Final closing levels were: German DAX up by 0.04%, France’s CAC down by 0.31%, UK’s FTSE 100 up by 0.23%, Spain’s Ibex up by 0.30%, and Italy’s FTSE MIB down by 0.36%. As the European markets wrapped up, US indices were also on the rise, with the Dow industrial average gaining 238.69 points (0.54%), the S&P index increasing by 37 points (0.59%), the NASDAQ up 150 points (0.72%), and the Russell 2000 advancing by 15.40 points (0.69%).
Netflix Share Performance
Netflix shares saw a rise of $10.52 (0.87%) to $1,219.76 after a previous decline post-earnings despite meeting revenue and EPS expectations. Shares dipped to a low of $1,198 earlier, the weakest since June 11, before recovering, still under the 50-day moving average of $1,228.77.

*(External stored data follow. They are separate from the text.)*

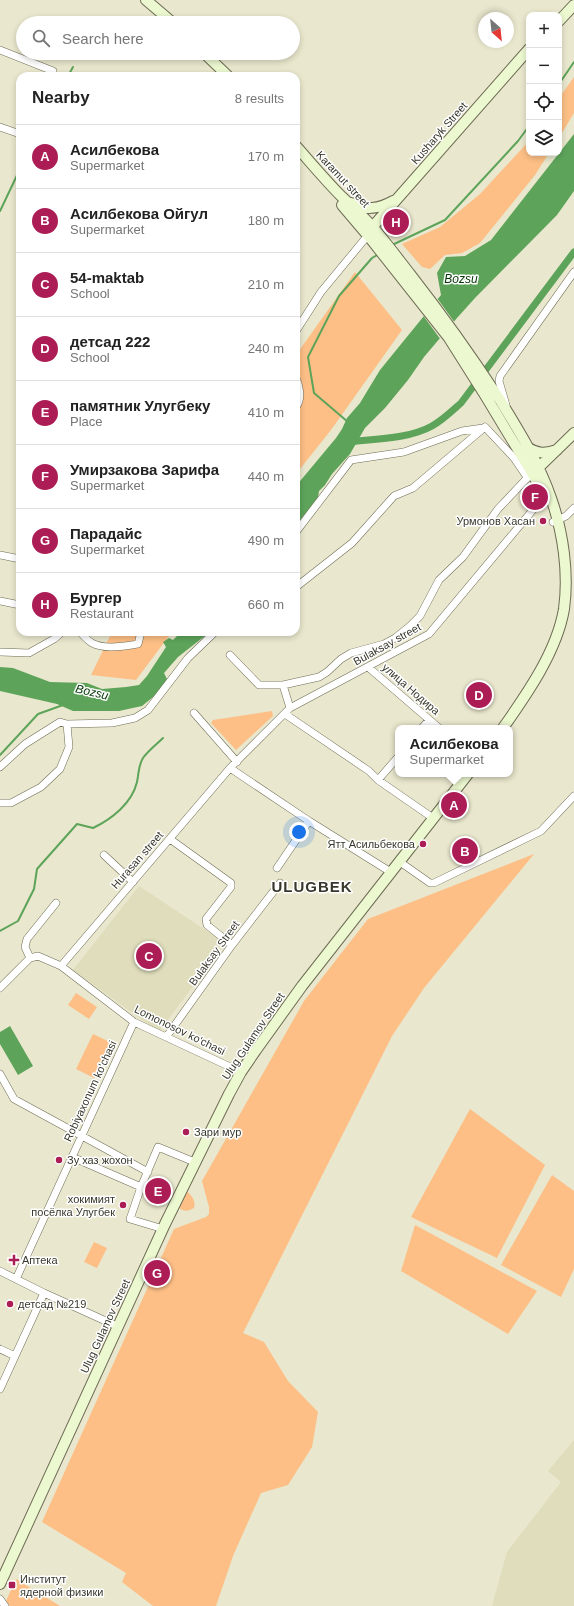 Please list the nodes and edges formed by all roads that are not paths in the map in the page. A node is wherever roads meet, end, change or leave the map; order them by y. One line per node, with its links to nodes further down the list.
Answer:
1 (140, 0): 6 (main road)
2 (146, 0): 7 (main road)
3 (573, 0): 5 (main road)
4 (574, 5): 8 (main road)
5 (562, 13)
6 (158, 16)
7 (165, 16)
8 (562, 18)
9 (0, 50): 11 (street)
10 (526, 52): 24 (main road, Kusharyk Street)
11 (16, 56)
12 (526, 58): 25 (main road, Kusharyk Street)
13 (25, 60): 16 (street)
14 (205, 60): 17 (main road)
15 (211, 60): 18 (main road)
16 (53, 71)
17 (217, 72)
18 (224, 72)
19 (0, 127): 20 (street)
20 (16, 133)
21 (300, 150): 23 (main road, Karamut street)
22 (300, 157): 25 (main road, Karamut street)
23 (341, 196): 24 (main road); 25 (main road, Karamut street)
24 (397, 200): 25 (main road, Kusharyk Street)
25 (370, 234): 27 (street); 29 (main road)
26 (574, 272): 31 (street)
27 (300, 325)
28 (300, 389): 30 (street)
29 (489, 392): 31 (main road); 36 (main road)
30 (300, 402)
31 (510, 416): 34 (main road)
32 (485, 427): 36 (street); 40 (street); 43 (street)
33 (574, 433): 35 (main road)
34 (527, 447): 35 (main road); 36 (main road)
35 (558, 449): 36 (main road)
36 (533, 473): 37 (main road); 53 (street)
37 (548, 498): 39 (main road); 52 (street, Bulaksay street)
38 (574, 508): 39 (street)
39 (555, 521): 60 (main road); 61 (main road)
40 (300, 527)
41 (0, 556): 42 (street)
42 (16, 558)
43 (300, 584)
44 (0, 601): 45 (street)
45 (16, 604)
46 (57, 636): 50 (street)
47 (84, 636): 48 (street)
48 (140, 636)
49 (211, 636): 57 (street)
50 (0, 652)
51 (230, 655): 53 (street)
52 (368, 667): 54 (street, Bulaksay street); 56 (street, улица Нодира)
53 (283, 685): 54 (street)
54 (288, 711): 63 (street, Bulaksay street); 68 (street)
55 (194, 713): 63 (street)
56 (429, 720): 58 (street); 59 (street, улица Нодира)
57 (67, 724): 64 (street); 70 (street)
58 (425, 725)
59 (435, 725)
60 (500, 725)
61 (505, 725)
62 (395, 760): 68 (street)
63 (236, 762): 65 (street, Bulaksay street)
64 (0, 767)
65 (230, 768): 72 (street); 73 (street, Hurasan street)
66 (461, 777): 71 (main road, Ulug Gulamov Street)
67 (466, 777): 75 (main road, Ulug Gulamov Street)
68 (378, 780): 71 (street)
69 (574, 796): 75 (street)
70 (0, 803)
71 (430, 816): 77 (main road, Ulug Gulamov Street)
72 (309, 821): 76 (street); 77 (street)
73 (170, 839): 78 (street, Hurasan street); 81 (street)
74 (104, 855): 78 (street)
75 (400, 862): 87 (main road, Ulug Gulamov Street)
76 (277, 868)
77 (389, 871): 87 (main road, Ulug Gulamov Street)
78 (133, 882): 83 (street, Hurasan street)
79 (280, 883): 81 (street, Bulaksay Street)
80 (56, 903): 82 (street)
81 (232, 945): 86 (street, Bulaksay Street)
82 (30, 958): 83 (street, Lomonosov ko'chasi); 84 (street)
83 (61, 966): 85 (street, Lomonosov ko'chasi)
84 (0, 988)
85 (134, 1022): 86 (street, Lomonosov ko'chasi); 89 (street, Robiyaxonum ko'chasi)
86 (167, 1036): 87 (street, Lomonosov ko'chasi)
87 (240, 1071): 91 (main road, Ulug Gulamov Street); 98 (main road, Ulug Gulamov Street)
88 (0, 1074): 89 (street)
89 (81, 1137): 90 (street, Robiyaxonum ko'chasi); 92 (street)
90 (72, 1157): 93 (street); 96 (street, Robiyaxonum ko'chasi)
91 (192, 1161): 92 (street); 94 (main road, Ulug Gulamov Street)
92 (148, 1172): 93 (street)
93 (141, 1187): 94 (street)
94 (160, 1228): 98 (main road, Ulug Gulamov Street)
95 (0, 1271): 96 (street)
96 (16, 1279): 97 (street)
97 (44, 1294): 98 (street); 100 (street)
98 (117, 1326): 102 (main road, Ulug Gulamov Street); 103 (main road, Ulug Gulamov Street)
99 (0, 1349): 100 (street)
100 (15, 1356): 101 (street)
101 (0, 1389)
102 (0, 1578)
103 (0, 1584)
104 (0, 1598): 105 (street)
105 (5, 1606) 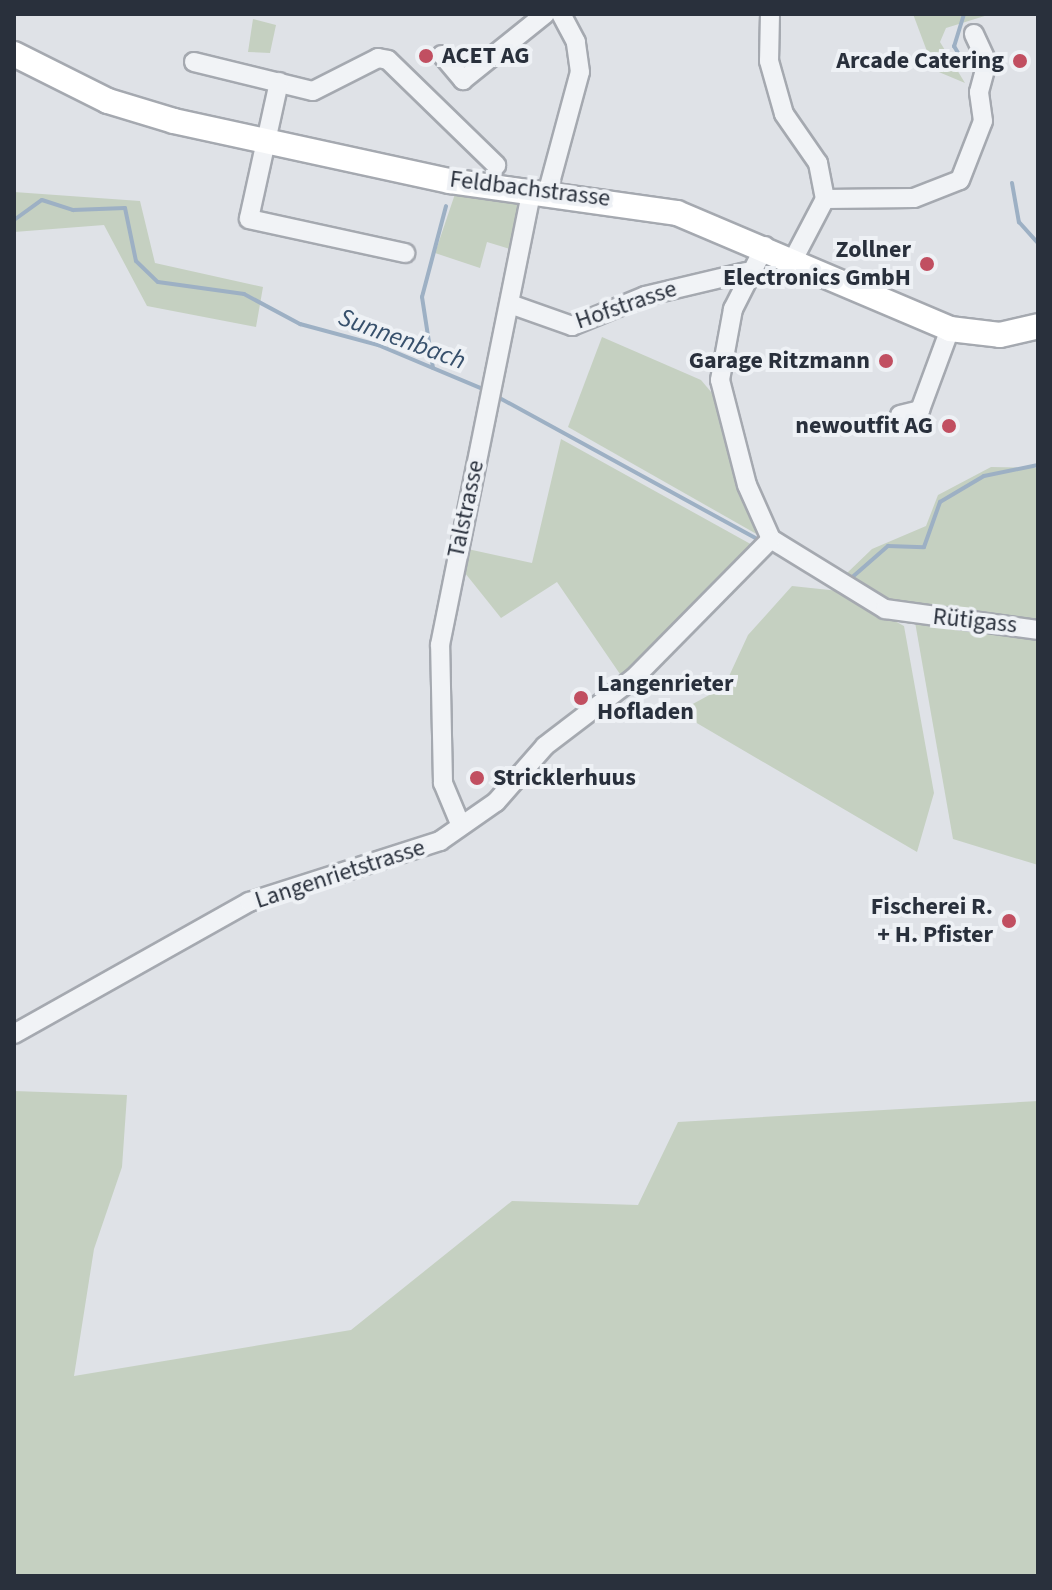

Given the broad gains in US markets, we see the CBOE Volatility Index (VIX) hovering near 12, which is significantly below its historical average of around 19. This suggests complacency in the market and makes protective put options on indices like the S&P 500 relatively cheap. We believe it is prudent to start buying this cheap insurance against any unexpected downturns in the coming weeks.
The mixed results in Europe, as detailed by Michalowski, reflect underlying economic divergence, with recent data showing Eurozone annual inflation holding at 2.4% while the UK’s is slightly higher. This supports a strategy of using options to play the performance gap between the record-setting FTSE 100 and the lagging French CAC. We are considering bull call spreads on UK-focused ETFs and bear put spreads on their French counterparts.
Implications of US Federal Reserve Decisions
That rally in US indices is largely tied to hopes that the Federal Reserve will cut interest rates, especially after the latest Consumer Price Index report showed inflation cooling to an annual rate of 3.4%. We expect heightened volatility around future inflation reports and Fed announcements. This makes calendar spreads on the SPDR S&P 500 ETF (SPY) an attractive way to trade the expected short-term rise in implied volatility.
Regarding the specific mention of Netflix, its bounce off a recent low while still remaining under a key technical moving average presents a distinct opportunity. We can sell cash-secured puts with a strike price below the recent $1,198 low to collect premium from the remaining uncertainty. This strategy profits if the stock holds its current levels or allows us to purchase the shares at a discount if it falls.